Aquí la pareja intercambió sus estados de ánimo. La mujer recuperó la alegría y el baronet se puso más serio.

—Es nuestra suerte —dijo ella—. Y se nos permiten muchos entretenimientos si cumplimos el deber de tener hijos, que, como nuestra virtud, es su propia recompensa. Ahora, como viuda, disfruto de maravillosos privilegios.

—¿Y, para preservarlos, sigue viuda?

—Desde luego —respondió—. No tengo problema en dominar lo que el mundo llama carácter. Puedo sentarme con usted todo el día sin quejarme. Sí, otras también lo hacen, pero son unas excéntricas, y han dejado de lado su carácter.

Sir Austin se le acercó.

—Habría sido una madre admirable, señora.

Oír esto de sir Austin era como ser cortejada.

—Es una pena —contestó— que no lo sea.

—¿Usted cree? —dijo con humildad.

—Lo creería —dijo— si el cielo le hubiese dado una hija.

—¿La habría creído merecedora de Richard?

—¡Nuestra sangre, señora, habría sido una!

La mujer jugueteó con su sombrilla.

—Pero si soy madre —dijo—. Richard es mi hijo. ¡Sí! Richard es mi hijo —reiteró.

Sir Austin añadió con gentileza:

—Llámelo nuestro, señora. —Y acercó su cabeza para escuchar de sus labios la palabra que, sin embargo, ella decidió rechazar, o posponer.

Ambos se volvieron a contemplar el colorido del oeste, y sir Austin dijo:

—Como no va a decir que es nuestro, déjeme decirlo a mí. Y, como tiene los mismos derechos sobre el chico, le confiaré un proyecto concebido recientemente.

El anuncio del proyecto no tenía el sabor de una pedida de mano, pero para sir Austin confiarse a una mujer equivalía a una declaración. Así lo pensó la señora Blandish, y así lo expresó su sonrisa embelesada, mientras miraba detenidamente al suelo escuchando el proyecto. Tenía que ver con las nupcias de Richard. Ya tenía casi dieciocho años. Iba a casarse a los veinticinco. Mientras tanto, debían buscar a una dama algunos años más joven en los hogares de Inglaterra con la educación, el instinto y la sangre adecuadas (que sir Austin agrandó sin reservas) para desposar a un joven tan perfecto y aceptar el honorable deber de perpetuar a los Feverel. El baronet añadió que iba a ponerse en marcha de inmediato y dedicar un par de meses a su búsqueda.

—Me temo —dijo la señora Blandish, con el proyecto ya revelado— que se ha impuesto una tarea difícil. No debe ser demasiado exigente.

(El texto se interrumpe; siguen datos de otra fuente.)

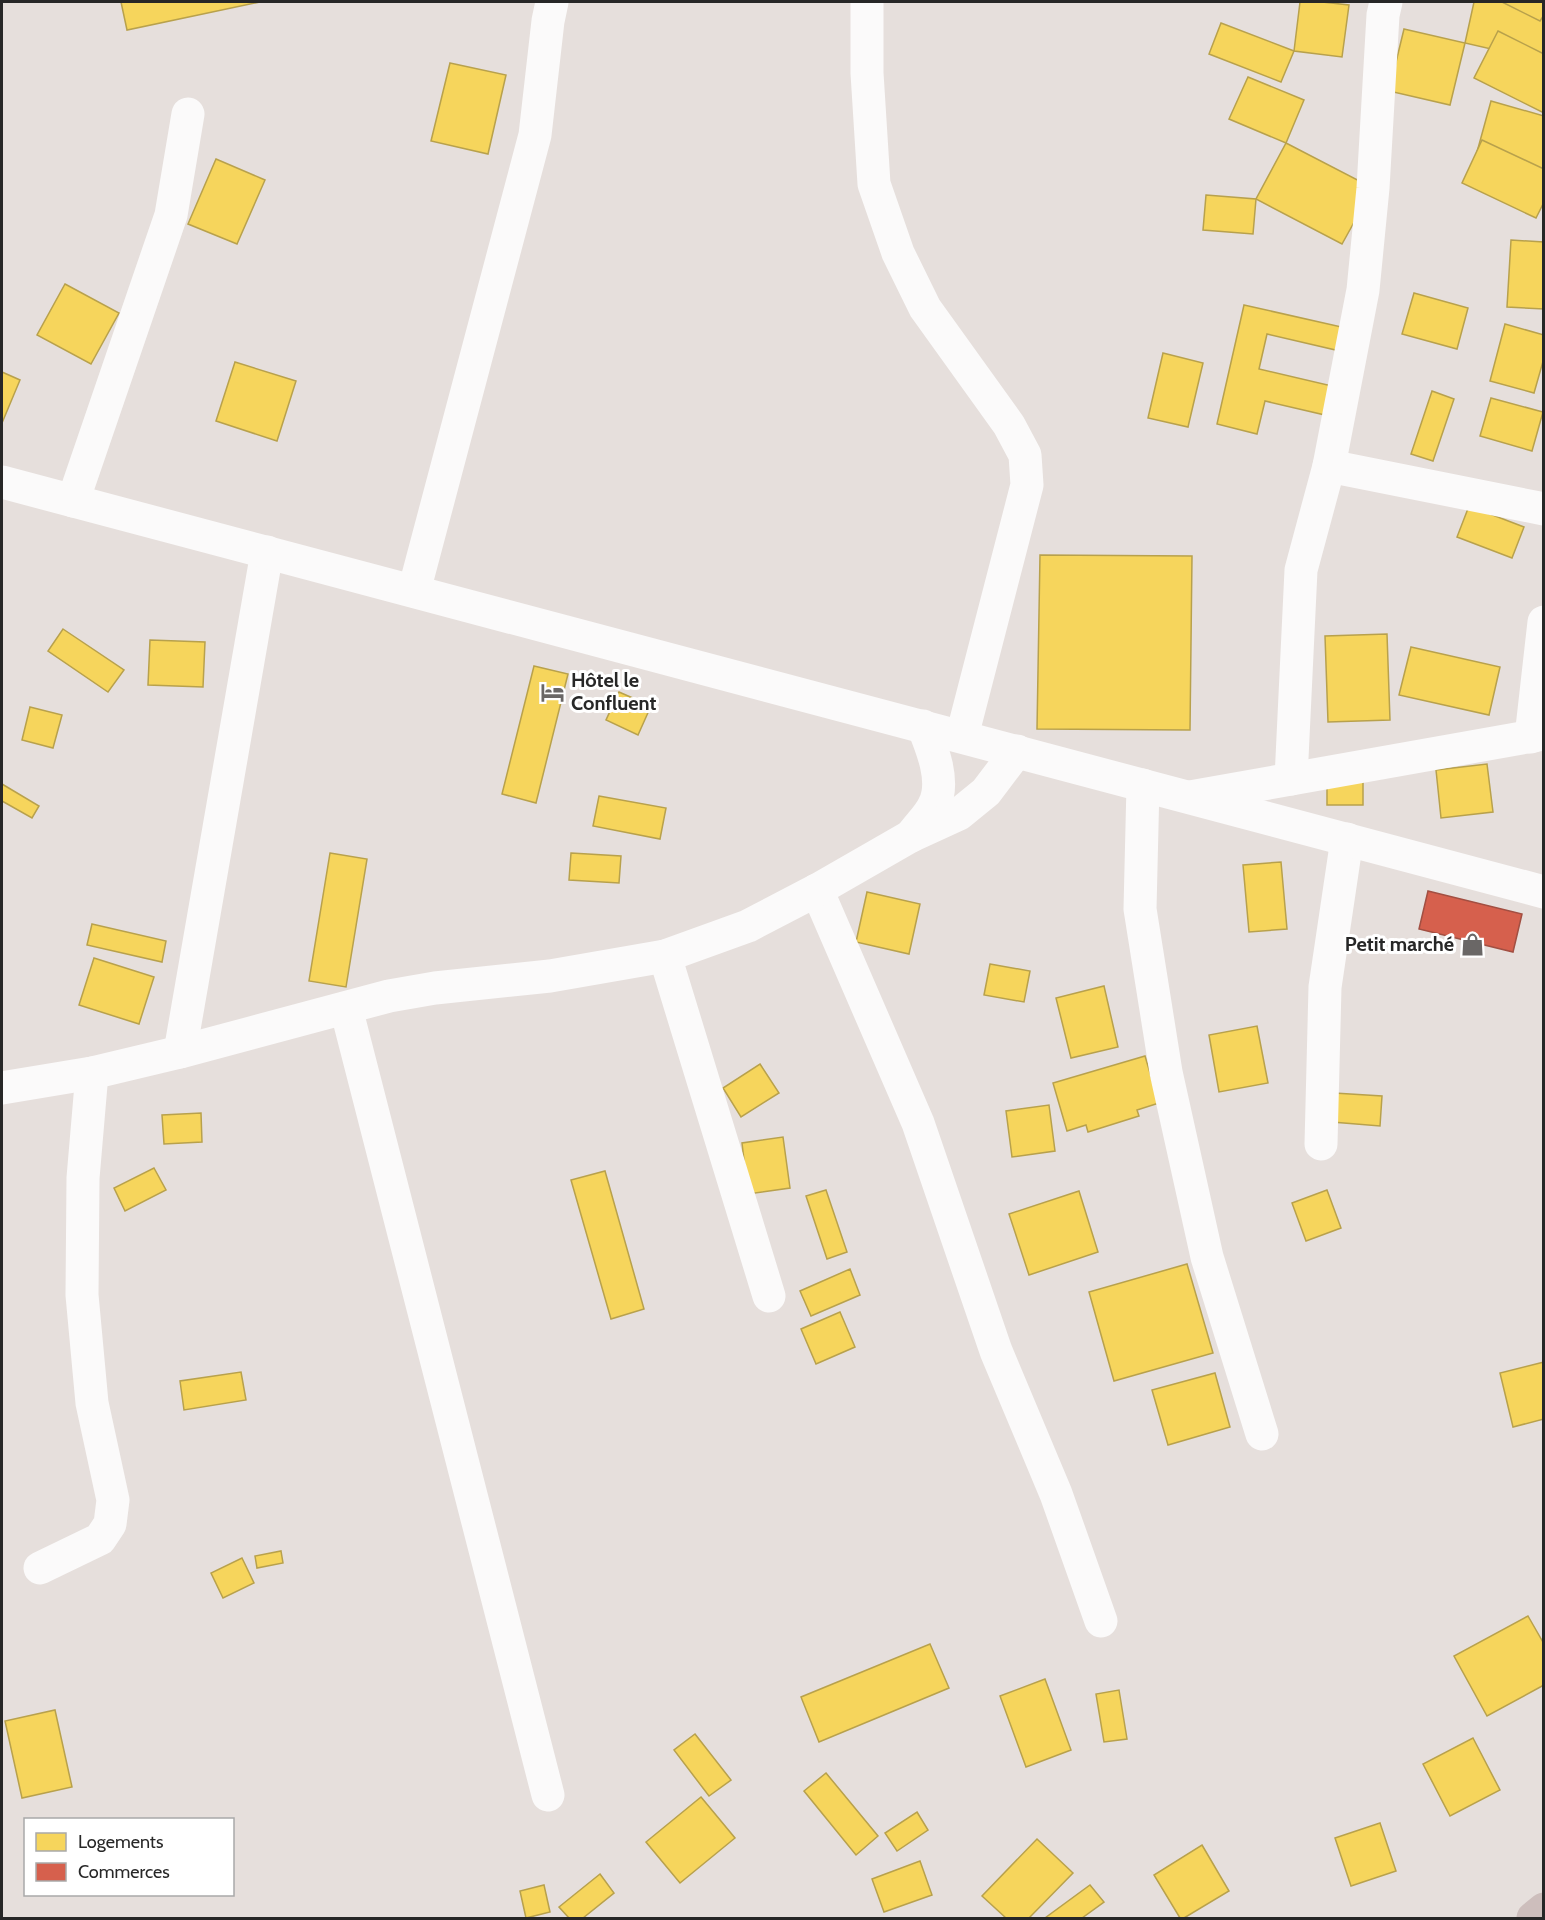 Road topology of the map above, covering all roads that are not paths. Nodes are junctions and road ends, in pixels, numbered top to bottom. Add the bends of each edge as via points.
1 (552, 2) edge
2 (867, 2) edge
3 (1386, 2) edge
4 (188, 114) dead end
5 (1329, 466) junction
6 (2, 482) edge
7 (73, 501) junction
8 (1544, 509) edge
9 (267, 552) junction
10 (414, 591) junction
11 (1544, 622) edge
12 (923, 726) junction
13 (1537, 735) edge
14 (962, 736) junction
15 (1017, 751) junction
16 (1291, 779) junction
17 (1143, 785) junction
18 (1190, 797) junction
19 (911, 836) junction
20 (1347, 839) junction
21 (818, 890) junction
22 (1544, 892) edge
23 (665, 956) junction
24 (346, 1008) junction
25 (180, 1052) junction
26 (92, 1072) junction
27 (2, 1088) edge
28 (1321, 1144) dead end
29 (769, 1296) dead end
30 (1262, 1434) dead end
31 (40, 1568) dead end
32 (1101, 1622) dead end
33 (548, 1795) dead end
34 (1544, 1909) edge
35 (1533, 1918) edge

1 - 10 street via 535,135
2 - 14 street via 874,184 898,253 925,308 1025,455 1027,485
3 - 5 street via 1363,290
4 - 7 street via 171,215
5 - 8 street
5 - 16 street via 1301,570
6 - 7 street
7 - 9 street
9 - 10 street
9 - 25 street
10 - 12 street
11 - 13 street
12 - 14 street
12 - 19 street via 935,757 938,783 935,804
13 - 16 street
14 - 15 street
15 - 17 street
15 - 19 street via 986,792 959,814
16 - 18 street
17 - 18 street
17 - 30 street via 1140,909 1166,1072 1207,1257
18 - 20 street
19 - 21 street
20 - 22 street
20 - 28 street via 1325,987
21 - 23 street via 748,926
21 - 32 street via 918,1123 996,1352 1056,1494
23 - 24 street via 550,976 435,988
23 - 29 street
24 - 25 street
24 - 33 street
25 - 26 street
26 - 27 street
26 - 31 street via 83,1178 82,1295 92,1403 113,1500 110,1524 100,1539
34 - 35 highway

—Lo sé. —El baronet movió la cabeza con pena—. Incluso en Inglaterra será complicado. Pero no me limito a ninguna clase. Quiero que su sangre sea limpia, no que sea sangre azul. Mucha gente de la clase media tiene más cuidado y la sangre más pura que la aristocracia. Muéstreme entre ellos una familia temerosa de Dios que eduque a sus hijos. Preferiría una chica sin hermanos ni hermanas. Que la eduquen como una joven dama cristiana, igual que yo he educado a mi hijo, y no me importa que no tenga un penique. La comprometeré con Richard Feverel.

La señora Blandish se mordió el labio.

—¿Y qué le dirá a Richard de su ausencia en esa expedición?

—¡Oh! —dijo el baronet—. El muchacho acompañará a su padre.

—Entonces, déjelo. Su futura novia ahora es cursi y simple. Corretea, grita y sueña con jugar y comer pastel. ¿Qué le va a importar a él? A su edad, piensa en mujeres mayores como yo. Sin duda irá contra ella y destruirá su plan; créame, sir Austin.

—¿Sí? ¿Usted cree? —preguntó el baronet.

La señora Blandish le dio multitud de razones.

—¡Sí, cierto! —murmuró—. Adrian me dijo lo mismo. Que no debe verla. ¿Cómo se me ocurrió? Una niña es una mujer desnuda. La despreciaría, ¡naturalmente!

—¡Naturalmente! —repitió la dama.

—Bueno, entonces, señora —el baronet se levantó—, he de tomar una decisión. Debo, por primera vez en su vida, dejarle solo.

—¿Lo hará? —dijo la dama.

—Es mi deber, al haberlo criado así, asegurarme de que tenga la esposa adecuada, que no se lo traguen las arenas movedizas del matrimonio, como podría pasarle a un joven tan refinado. Al estar comprometido, quedará libre de un millón de trampas. Puede que le deje unos meses. Mis precauciones le han salvado de las tentaciones de esta temporada.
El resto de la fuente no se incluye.